Pacemaker role of pericytes in generating synchronized spontaneous Ca2+ transients in the myenteric microvasculature of the guinea-pig gastric antrum

Abstract

Properties of spontaneous Ca2+ transients in the myenteric microvasculature of the guinea-pig stomach were investigated. Specifically, we explored the spatio-temporal origin of Ca2+ transients and the role of voltage-dependent Ca2+ channels (VDCCs) in their intercellular synchrony using fluorescence Ca2+ imaging and immunohistochemistry.The microvasculature generated spontaneous Ca2+ transients that were independent of both Ca2+ transients in interstitial cells of Cajal (ICC) and neural activity.
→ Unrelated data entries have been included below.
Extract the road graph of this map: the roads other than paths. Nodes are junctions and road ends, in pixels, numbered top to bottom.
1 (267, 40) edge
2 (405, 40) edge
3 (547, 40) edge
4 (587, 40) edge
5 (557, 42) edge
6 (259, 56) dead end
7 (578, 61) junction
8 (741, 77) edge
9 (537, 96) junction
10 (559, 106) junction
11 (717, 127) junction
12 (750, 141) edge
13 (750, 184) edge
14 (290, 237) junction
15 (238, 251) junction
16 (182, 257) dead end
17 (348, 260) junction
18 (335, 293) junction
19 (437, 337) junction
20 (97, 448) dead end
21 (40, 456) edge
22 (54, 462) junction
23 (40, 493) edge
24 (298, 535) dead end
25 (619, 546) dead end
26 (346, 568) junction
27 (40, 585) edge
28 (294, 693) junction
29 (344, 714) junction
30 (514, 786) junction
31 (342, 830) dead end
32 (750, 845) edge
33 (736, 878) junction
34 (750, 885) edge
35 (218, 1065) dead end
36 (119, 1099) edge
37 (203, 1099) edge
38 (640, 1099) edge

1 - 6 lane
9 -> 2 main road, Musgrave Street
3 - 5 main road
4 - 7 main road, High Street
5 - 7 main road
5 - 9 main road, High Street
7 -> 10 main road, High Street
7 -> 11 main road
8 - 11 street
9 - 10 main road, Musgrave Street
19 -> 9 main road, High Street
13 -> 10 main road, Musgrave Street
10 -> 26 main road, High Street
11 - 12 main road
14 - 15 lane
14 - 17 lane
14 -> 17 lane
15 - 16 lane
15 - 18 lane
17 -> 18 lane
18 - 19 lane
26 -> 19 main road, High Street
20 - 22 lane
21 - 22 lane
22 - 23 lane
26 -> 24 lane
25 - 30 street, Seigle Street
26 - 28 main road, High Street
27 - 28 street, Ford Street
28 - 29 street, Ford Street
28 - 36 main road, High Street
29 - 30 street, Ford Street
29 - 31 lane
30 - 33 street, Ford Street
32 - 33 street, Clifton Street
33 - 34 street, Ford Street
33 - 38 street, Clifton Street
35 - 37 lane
Spontaneous Ca2+ transients were highly synchronous along the length of microvasculature, and appeared to be initiated in pericytes and spread to arteriolar smooth muscle cells (SMCs). In most cases, the generation or synchrony of Ca2+ transients was not affected by blockers of L-type VDCCs. In nifedipine-treated preparations, synchronous spontaneous Ca2+ transients were readily blocked by Ni2+, mibefradil or ML216, blockers for T-type VDCCs. These blockers also suppressed the known T-type VDCC dependent component of ICC Ca2+ transients or slow waves. Spontaneous Ca2+ transients were also suppressed by caffeine, tetracaine or cyclopiazonic acid (CPA). After the blockade of both L- and T-type VDCCs, asynchronous Ca2+ transients were generated in pericytes on precapillary arterioles and/or capillaries but not in arteriolar SMCs, and were abolished by CPA or nominally Ca2+ free solution.Together these data indicate that pericytes in the myenteric microvasculature may act as the origin of synchronous spontaneous Ca2+ transients. Pericyte Ca2+ transients arise from Ca2+ release from the sarco-endoplasmic reticulum and the opening of T-type Ca2+ VDCCs is required for their synchrony and propagation to arteriolar SMCs.